If you're unable to tolerate skewed counter values (and be truly idempotent), you'll likely need to replace the counters with a different data structure. Cassandra has the Set data type in which the add/remove operations are idempotent (when using client-supplied timestamps). You can then read the set and count the elements. This is notably heavier on Cassandra, but that's the trade-off for consistency.
It's worth mentioning Sets mutated with a large number of deletes will accumulate tombstones which will slow down reads significantly. If you do go down this route, be aware of the property gc_grace_seconds which controls how long tombstones remain on disk before being purged (and thus are not read).
A further benefit: taming the tail with hedged requests
We've seen the benefits of idempotency for resilience, but how about for latency improvements?
Per Jeff Dean in The Tail at Scale, one of the most effective ways to curb latency variability is to hedge your requests, which means to send it to many replicas. This is very similar to retrying on a timeout (or other error), except you're being more proactive and typically hedge after a delay much shorter than your configured timeout.
Hedging comes with the same precondition of idempotency as many replicas could be processing the request in parallel.
- Jeff Dean, The Tail at Scale
In our WebFlux-based system, we were able to implement request hedging in around 15 lines of code, and for our most critical flow with the most stringent latency requirements, it brought our p999 latency down from 1200ms to 450ms.
We opted to hedge in-line with our p99 latency (i.e. schedule the first hedged request after a delay equal to the endpoints p99 latency has elapsed), but if resources are no issue and latency is the goal, you can be more aggressive!
Tip: the same strategy can be applied at the query level with speculative executions, natively supported in the Cassandra DataStax client driver.
Fault-tolerance Libraries
Building fault-tolerance primitives into your system may not be something you want to spend time doing, and this is understandable given the tools available.
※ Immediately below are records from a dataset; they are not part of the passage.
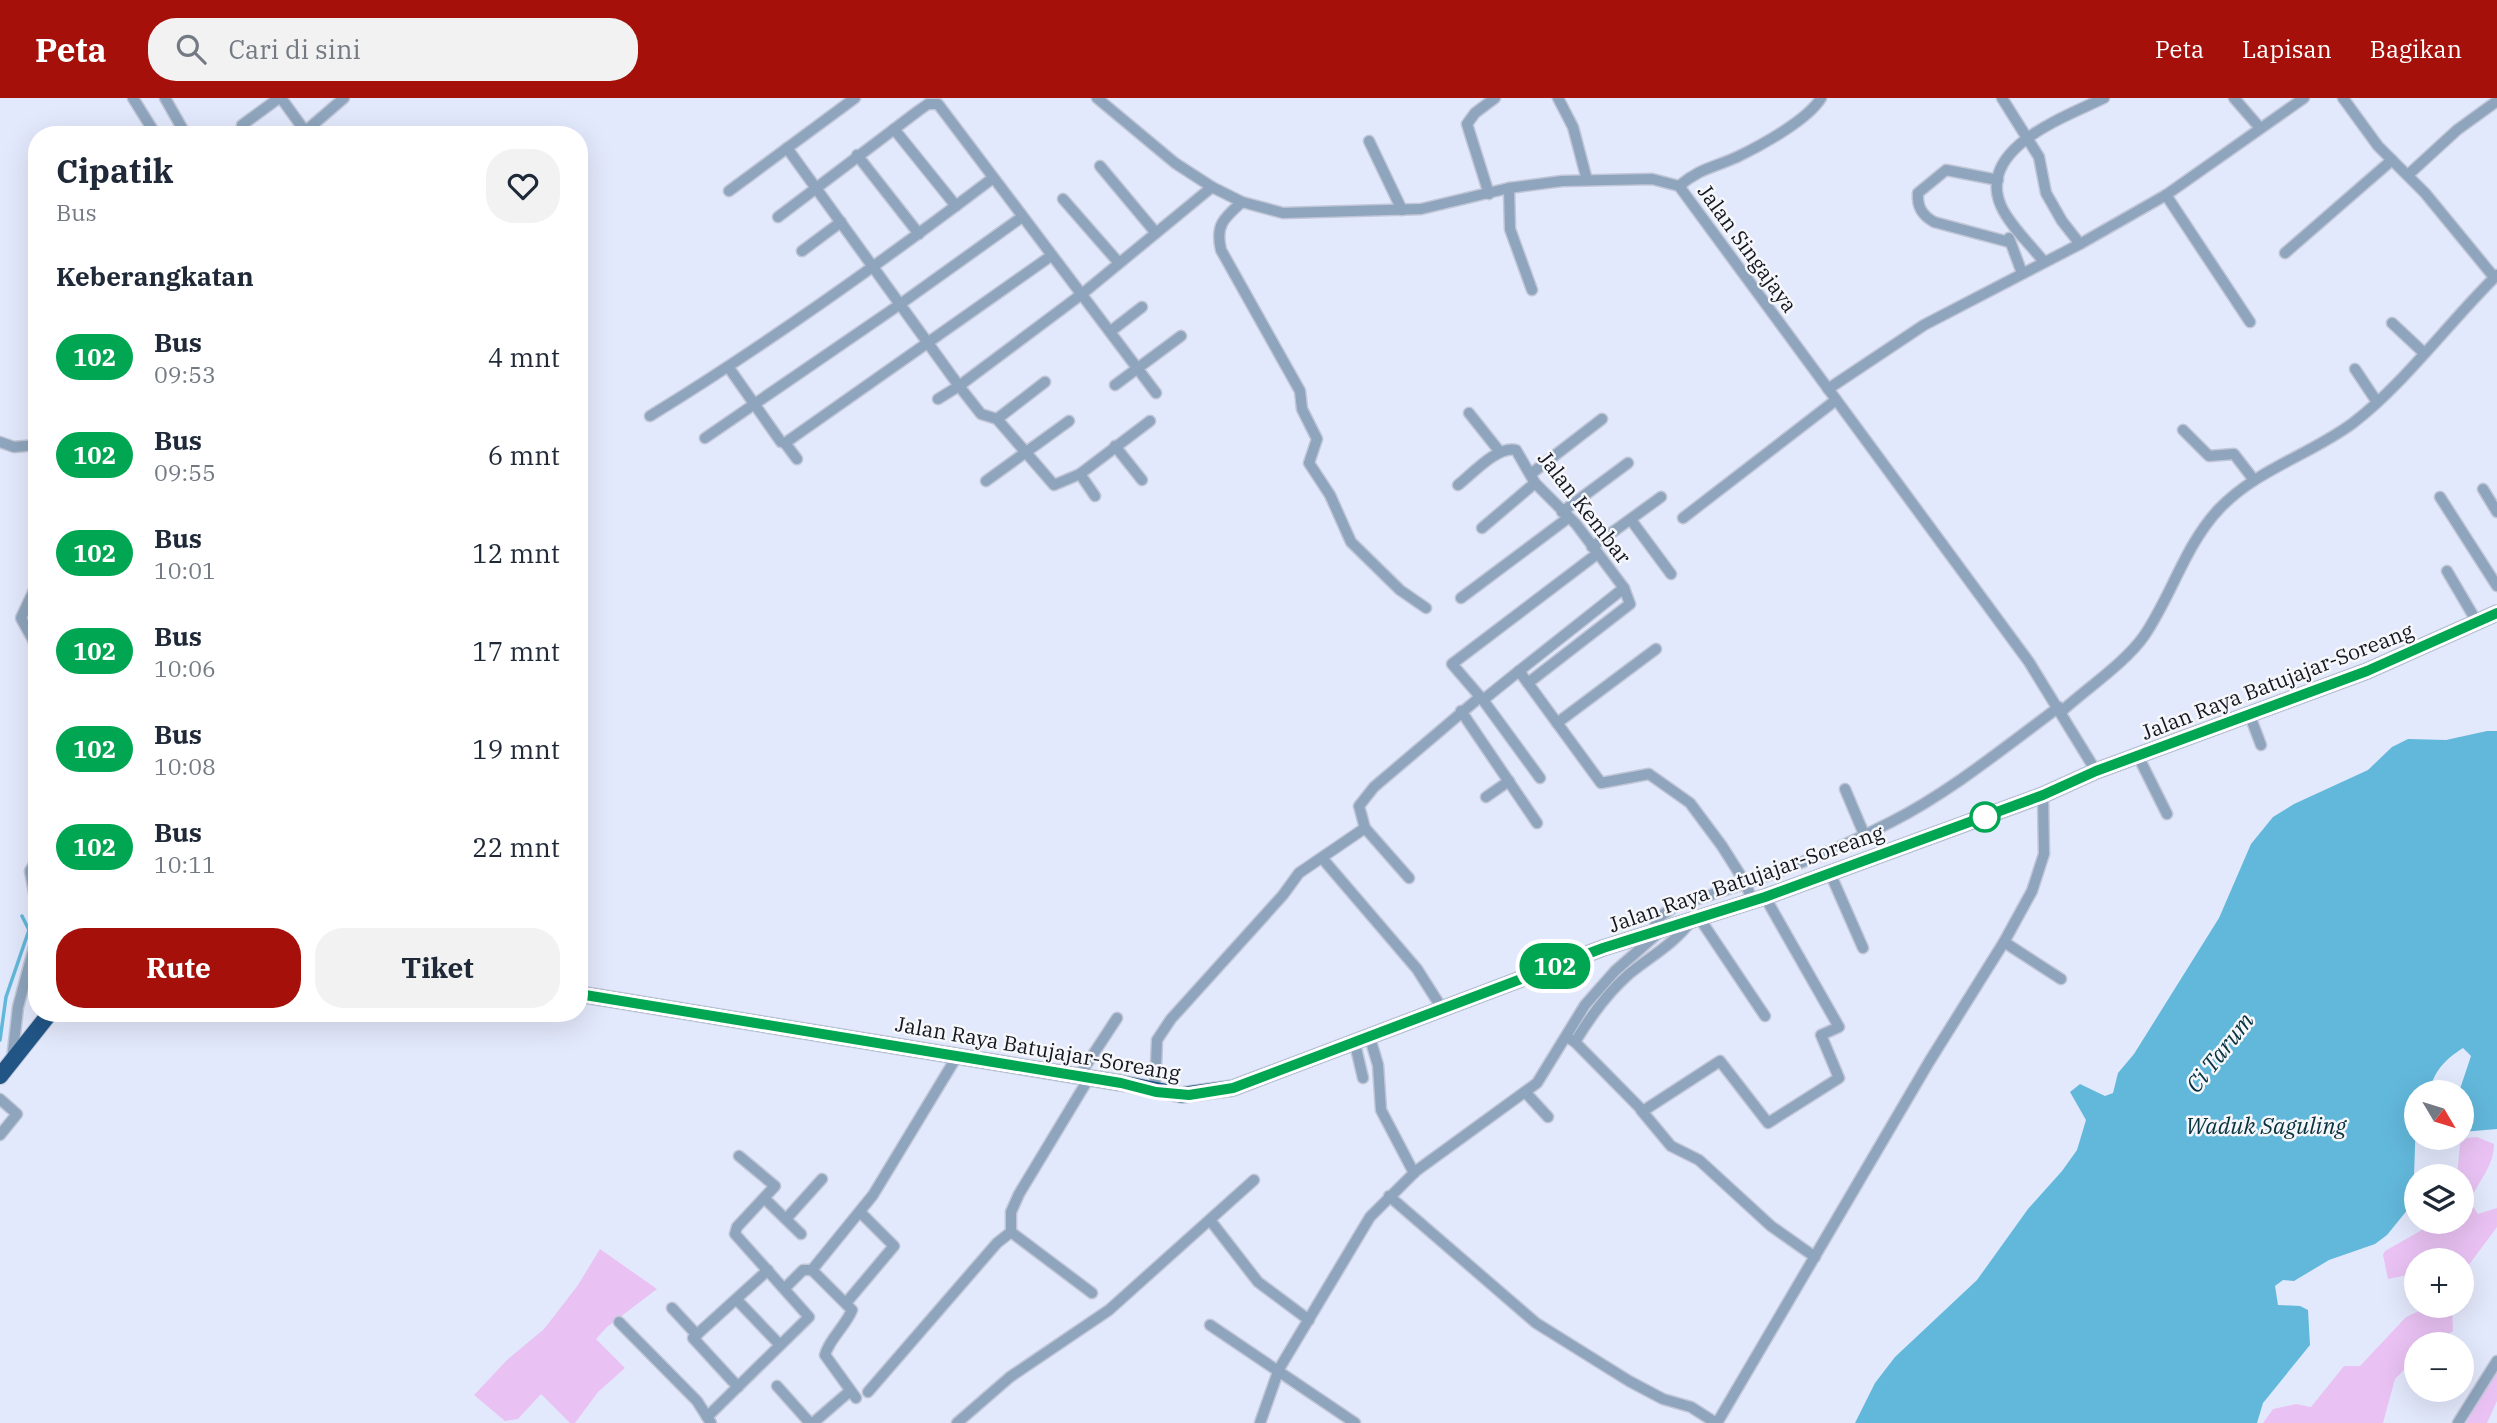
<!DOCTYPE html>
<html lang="id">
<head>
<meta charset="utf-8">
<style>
  body { margin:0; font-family:"IBM Plex Serif",serif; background:#f2f2f3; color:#1f2937; height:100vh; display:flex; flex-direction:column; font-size:26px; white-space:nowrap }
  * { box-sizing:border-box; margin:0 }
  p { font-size:23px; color:#747a83 }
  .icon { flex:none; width:38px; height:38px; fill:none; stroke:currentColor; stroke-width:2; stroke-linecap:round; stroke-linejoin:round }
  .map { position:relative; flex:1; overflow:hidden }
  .drawer { position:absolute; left:28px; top:28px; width:560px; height:896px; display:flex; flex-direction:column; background:#fff; border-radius:28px; box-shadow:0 7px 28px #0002 }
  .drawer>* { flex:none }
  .badge { padding:0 14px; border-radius:23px; font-size:24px; line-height:46px }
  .needle { width:46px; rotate:128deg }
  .controls { position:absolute; left:2404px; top:982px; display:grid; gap:14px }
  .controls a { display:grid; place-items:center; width:70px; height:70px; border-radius:50%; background:#fff; box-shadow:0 7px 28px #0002; font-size:35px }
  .map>.badge { position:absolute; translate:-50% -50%; box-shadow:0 0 0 4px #fff }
  h2 { padding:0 28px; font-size:26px; line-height:63px }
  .round { display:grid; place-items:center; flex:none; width:74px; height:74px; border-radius:28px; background:#f2f2f3 }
  .head { display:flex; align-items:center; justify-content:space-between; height:119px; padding:0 28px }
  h1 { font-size:33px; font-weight:700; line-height:52px }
  .primary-button { display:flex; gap:14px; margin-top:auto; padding:14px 28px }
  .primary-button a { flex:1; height:80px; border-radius:28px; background:#a5100a; color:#fff; font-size:28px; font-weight:700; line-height:80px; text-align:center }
  .primary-button a+a { background:#f2f2f3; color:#1f2937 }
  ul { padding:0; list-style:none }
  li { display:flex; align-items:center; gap:21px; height:98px; padding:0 28px }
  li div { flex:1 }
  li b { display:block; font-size:26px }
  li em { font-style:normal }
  li .badge { min-width:77px; font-weight:700; text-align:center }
  header { display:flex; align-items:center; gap:42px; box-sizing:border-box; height:98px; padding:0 35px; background:#a5100a; color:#fff }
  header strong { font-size:33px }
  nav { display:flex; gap:38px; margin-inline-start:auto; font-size:24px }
  .search { width:490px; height:63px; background:#f2f2f3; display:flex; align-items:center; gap:18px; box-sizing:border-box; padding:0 24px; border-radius:28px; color:#747a83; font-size:26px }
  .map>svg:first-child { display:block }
</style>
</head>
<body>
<header>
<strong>Peta</strong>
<div class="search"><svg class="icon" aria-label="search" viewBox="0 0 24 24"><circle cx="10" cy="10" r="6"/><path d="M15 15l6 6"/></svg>Cari di sini</div>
<nav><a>Peta</a><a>Lapisan</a><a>Bagikan</a></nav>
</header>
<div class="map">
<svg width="2497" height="1325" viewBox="0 0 2497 1325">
  <rect width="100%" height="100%" fill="#e3e9fc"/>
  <!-- green -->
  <g fill="#e9c2f3">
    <path d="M2477 1039 2494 1046C2494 1069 2477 1084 2470 1104L2478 1116 2497 1110V1129L2462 1176V1162H2417V1175L2388 1181 2383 1157 2385 1153 2436 1124H2462V1078H2457L2460 1046 2467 1040Z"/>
    <path d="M600 1151 657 1191 607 1229 596 1241 625 1270 598 1294 575 1325H570L541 1296 518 1321 505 1323 474 1297 508 1261 544 1231 578 1187Z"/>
    <path d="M2430 1208H2452L2453 1233 2432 1246H2417V1259L2395 1281 2383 1325H2263L2273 1311 2296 1306 2311 1309 2344 1268H2360L2406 1219Z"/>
    <path d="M2497 1271V1303L2487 1325H2466Z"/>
  </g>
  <!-- water -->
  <path fill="#62b8db" d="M2487 633H2497V1031L2462 1034V994H2459L2471 958 2463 950C2446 961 2433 973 2430 994H2417L2413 1105 2387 1137 2375 1146 2329 1162 2294 1183 2283 1182 2275 1188 2278 1207 2300 1208 2308 1212 2310 1247 2263 1305 2257 1325H1855L1875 1285 1895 1259 1977 1182 2028 1111 2062 1073 2077 1052 2086 1022 2070 994 2080 986 2105 998 2113 995 2118 975 2134 956 2219 820 2251 746 2273 719 2294 706 2368 672 2392 649 2408 641 2446 642Z"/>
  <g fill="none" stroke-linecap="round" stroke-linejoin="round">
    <!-- stream -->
    <path stroke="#62b8db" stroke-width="3.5" d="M0 942 6 899 29 832 22 818"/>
    <!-- minor casing -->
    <g stroke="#c2c7d8" stroke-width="13">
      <g id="minor">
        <path d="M133 0 156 37"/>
        <path d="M165 0 186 37"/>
        <path d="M281 0 305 33"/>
        <path d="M1097 0 1175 65 1212 89 1242 104 1283 115 1421 111 1509 90 1562 83 1652 81 1679 88 2029 564 2096 673"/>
        <path d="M1558 0 1573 29 1587 82"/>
        <path d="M2002 0 2039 59 2046 95 2062 123 2080 146"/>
        <path d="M2234 0 2260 30"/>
        <path d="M2343 0 2378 48 2425 95 2494 179"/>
        <path d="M242 27 279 0"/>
        <path d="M894 31 956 108"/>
        <path d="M301 37 344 0"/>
        <path d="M1369 43 1402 112"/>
        <path d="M787 50 959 288 1082 196 1212 89"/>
        <path d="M857 57 919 136"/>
        <path d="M1100 68 1156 135"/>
        <path d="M2408 77 2457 32 2497 3"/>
        <path d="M1998 82 1946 72 1918 95C1917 109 1922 117 1934 124L2009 144"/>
        <path d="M1679 88C1700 70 1713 70 1737 59 1760 48 1808 22 1821 0"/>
        <path d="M1509 90 1510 131 1532 192"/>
        <path d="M729 93 855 0"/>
        <path d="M1489 96 1467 26 1475 15 1495 0"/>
        <path d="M2166 97 2250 224"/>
        <path d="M1063 101 1119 165"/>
        <path d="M1242 104C1224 120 1215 127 1221 152L1300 293 1302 311 1317 341 1309 365 1330 397 1351 444 1400 492 1426 510"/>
        <path d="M778 119 918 13 928 6H938L1156 295"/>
        <path d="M2009 140 2022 175"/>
        <path d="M802 153 841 124"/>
        <path d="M2285 155 2392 62"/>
        <path d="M2044 164C2031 147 2010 128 2001 108 1976 50 2065 19 2104 0"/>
        <path d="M2392 225 2423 254"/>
        <path d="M1111 233 1142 209"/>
        <path d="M729 270 781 344 785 345 1051 158"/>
        <path d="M2355 271 2377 304"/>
        <path d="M1115 287 1181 238"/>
        <path d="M1828 291 1924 227 2080 146 2166 97 2304 0"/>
        <path d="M938 301 959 288 981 316 997 321 1054 387 1080 376 1150 323"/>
        <path d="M1469 315 1500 354"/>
        <path d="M650 318C769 245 882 164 993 80"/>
        <path d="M997 321 1045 284"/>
        <path d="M2183 332 2209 358 2234 356 2254 382"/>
        <path d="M705 340 899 207 1022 119"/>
        <path d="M0 344 14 349 37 347"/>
        <path d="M785 345 797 361"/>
        <path d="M1115 348 1142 382"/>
        <path d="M1532 375 1602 321"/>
        <path d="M1080 376 1095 398"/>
        <path d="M986 383 1069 323"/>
        <path d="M1458 387C1472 376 1498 347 1516 352L1535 385 1576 426 1624 490 1519 573 1601 685 1649 676 1690 705 1722 748 1746 786 1752 803"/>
        <path d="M2483 391 2497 414"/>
        <path d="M2440 399 2497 488"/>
        <path d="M1562 414 1628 365"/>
        <path d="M1683 420 1836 302"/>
        <path d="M1631 422 1671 476"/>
        <path d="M1482 430 1535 385"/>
        <path d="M1592 449 1661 399"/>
        <path d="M2447 473 2477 524"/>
        <path d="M37 486 21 520 37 549"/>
        <path d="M1461 500 1568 420"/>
        <path d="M1519 573 1483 602 1540 680"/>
        <path d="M1528 585 1630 506 1624 490"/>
        <path d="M1483 602 1452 566 1597 456"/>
        <path d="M1461 613 1537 725"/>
        <path d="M2062 613C2086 591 2125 565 2144 538 2172 497 2185 447 2219 411 2257 371 2310 357 2353 325 2404 286 2450 223 2497 177"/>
        <path d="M2250 618 2261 647"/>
        <path d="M1557 625 1656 551"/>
        <path d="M2138 658 2167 716"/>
        <path d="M1845 691 1864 736"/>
        <path d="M1486 699 1509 683"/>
        <path d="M1322 760 1417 871 1443 912"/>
        <path d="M37 761 30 773 37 810"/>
        <path d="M1830 775 1863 850"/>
        <path d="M1409 780 1365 730 1359 708 1374 689 1480 599"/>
        <path d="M1700 821 1765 918"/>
        <path d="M1652 834 1659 819 1676 808C1750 785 1822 760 1891 724 1950 694 2005 649 2059 609"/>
        <path d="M2004 844 2061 881"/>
        <path d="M1370 940 1378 967 1381 1012 1414 1075"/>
        <path d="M1570 941 1575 944C1590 919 1606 896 1629 876 1651 858 1674 846 1691 823"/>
        <path d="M1575 944 1643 1013 1720 963 1768 1025 1839 980 1821 937 1839 929 1765 799"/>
        <path d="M1355 946 1363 980"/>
        <path d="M12 962 18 909 37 838"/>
        <path d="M1079 978 1117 920"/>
        <path d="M1155 994 1157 942 1171 921 1283 797 1299 775 1365 730"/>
        <path d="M1526 995 1548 1019"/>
        <path d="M0 1001 17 1016 0 1037"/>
        <path d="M1641 1012 1671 1048 1699 1062 1771 1128 1815 1159"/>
        <path d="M1389 1098 1536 1225 1629 1283 1663 1301 1691 1309 1716 1325"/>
        <path d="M765 1101 801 1136"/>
        <path d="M786 1121 822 1081"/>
        <path d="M1210 1122 1258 1184 1309 1222"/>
        <path d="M1011 1134 1092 1195"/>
        <path d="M785 1190 803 1172H812"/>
        <path d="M737 1202 780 1247"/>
        <path d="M846 1205 894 1148 861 1115"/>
        <path d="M672 1210 697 1237"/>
        <path d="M619 1224 697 1303 711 1325"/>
        <path d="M1210 1227 1355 1325"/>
        <path d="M777 1288 810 1325"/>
        <path d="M738 1289 693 1240 768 1172"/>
        <path d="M868 1294 997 1145 1011 1134V1114L1019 1096 1089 980"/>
        <path d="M856 1300 825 1257C829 1241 845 1229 852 1212L812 1172 873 1097 956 960"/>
        <path d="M707 1319 809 1219 735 1136 737 1129 775 1088 739 1058"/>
        <path d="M813 1325 850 1293"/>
        <path d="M957 1325 1010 1279 1109 1212 1254 1082"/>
        <path d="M1260 1325 1279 1271 1370 1119 1416 1073 1537 985 1585 907 1615 873 1656 837"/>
        <path d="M1717 1325 1929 964 2004 844 2032 793 2044 756 2043 697"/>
        <path d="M2458 1325 2497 1263"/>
      </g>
    </g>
    <!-- highway casing -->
    <g stroke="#c2c7d8" stroke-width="18">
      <g id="highway">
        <path d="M579 896 1121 985 1182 997 1233 990 1603 850 1765 799 2043 697 2096 673 2367 573 2497 515"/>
        <path d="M0 978 50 915"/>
      </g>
    </g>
    <!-- minor -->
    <use href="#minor" stroke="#8ea5bd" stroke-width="10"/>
    <!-- highway -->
    <use href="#highway" stroke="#215586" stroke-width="16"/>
  </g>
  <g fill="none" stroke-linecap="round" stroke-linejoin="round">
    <!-- line casing -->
    <g stroke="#fff" stroke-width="16">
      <path id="line" d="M579 896 1121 985 1156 994 1189 997 1233 990 1603 850 1765 799 2043 697 2096 673 2367 573 2497 515"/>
    </g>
    <!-- line -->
    <use href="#line" stroke="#00a651" stroke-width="10"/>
  </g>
  <!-- markers -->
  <circle fill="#fff" stroke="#00a651" stroke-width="3.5" cx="1985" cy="719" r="14"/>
  <g text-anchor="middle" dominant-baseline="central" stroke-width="5" stroke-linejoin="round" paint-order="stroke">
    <!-- street labels -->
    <g font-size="21" fill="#13161e" stroke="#f5f7fb">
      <text transform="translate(1748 150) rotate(54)">Jalan Singajaya</text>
      <text transform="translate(1585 409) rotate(52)">Jalan Kembar</text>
      <text transform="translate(2277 583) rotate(-21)">Jalan Raya Batujajar-Soreang</text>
      <text transform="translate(1746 780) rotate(-19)">Jalan Raya Batujajar-Soreang</text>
      <text transform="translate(1038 950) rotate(10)">Jalan Raya Batujajar-Soreang</text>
    </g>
    <!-- water labels -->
    <g font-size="23" font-style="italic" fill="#07313f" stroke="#f5f7fb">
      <text transform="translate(2219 954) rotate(-52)">Ci Tarum</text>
      <text x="2266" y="1027">Waduk Saguling</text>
    </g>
  </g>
</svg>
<div class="controls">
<a><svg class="needle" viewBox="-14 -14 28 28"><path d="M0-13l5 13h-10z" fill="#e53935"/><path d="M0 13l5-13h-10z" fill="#747a83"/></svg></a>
<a><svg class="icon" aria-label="layers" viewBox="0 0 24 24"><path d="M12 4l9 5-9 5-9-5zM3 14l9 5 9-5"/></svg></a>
<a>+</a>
<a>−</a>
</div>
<b class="badge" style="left:1555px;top:868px;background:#00a651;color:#fff">102</b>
<section class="drawer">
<div class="head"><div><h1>Cipatik</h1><p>Bus</p></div><a class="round"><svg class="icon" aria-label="heart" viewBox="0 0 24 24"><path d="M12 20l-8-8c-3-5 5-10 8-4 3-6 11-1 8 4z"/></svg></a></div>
<h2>Keberangkatan</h2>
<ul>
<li><span class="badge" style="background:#00a651;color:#fff">102</span><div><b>Bus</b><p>09:53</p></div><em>4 mnt</em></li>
<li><span class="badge" style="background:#00a651;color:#fff">102</span><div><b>Bus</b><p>09:55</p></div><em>6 mnt</em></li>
<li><span class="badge" style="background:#00a651;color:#fff">102</span><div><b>Bus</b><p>10:01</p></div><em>12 mnt</em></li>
<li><span class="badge" style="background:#00a651;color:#fff">102</span><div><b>Bus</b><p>10:06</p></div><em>17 mnt</em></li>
<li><span class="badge" style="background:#00a651;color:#fff">102</span><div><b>Bus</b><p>10:08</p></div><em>19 mnt</em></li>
<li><span class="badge" style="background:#00a651;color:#fff">102</span><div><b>Bus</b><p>10:11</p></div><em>22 mnt</em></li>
</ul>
<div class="primary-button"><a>Rute</a><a>Tiket</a></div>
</section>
</div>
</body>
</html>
If you are able to find a robust library that fits the performance requirements of your system, it might be the best first step.
In researching for this post, I came across references to various libraries and products that assist with durable execution, including Temporal, Azure Durable Functions, and DBOS.
DBOS, for example, provides an annotation driven API to build resilient workflows, supporting automatic resumption from any interrupted state. It has libraries for TypeScript and Python and uses Postgres as the backend state store.
- Qian Li, DBOS on X
DBOS also published their benchmark against AWS Step Functions here, observing up to a 25x speed improvement. An exciting time for the durable execution landscape!
These libraries follow the external state management pattern, introducing some overhead to instrumented workflows due to additional persistence steps. While they simplify orchestration and resilience, the same idempotency requirements apply. They guarantee at-least-once execution, meaning you must still ensure that retries do not cause unintended side effects in your workflows.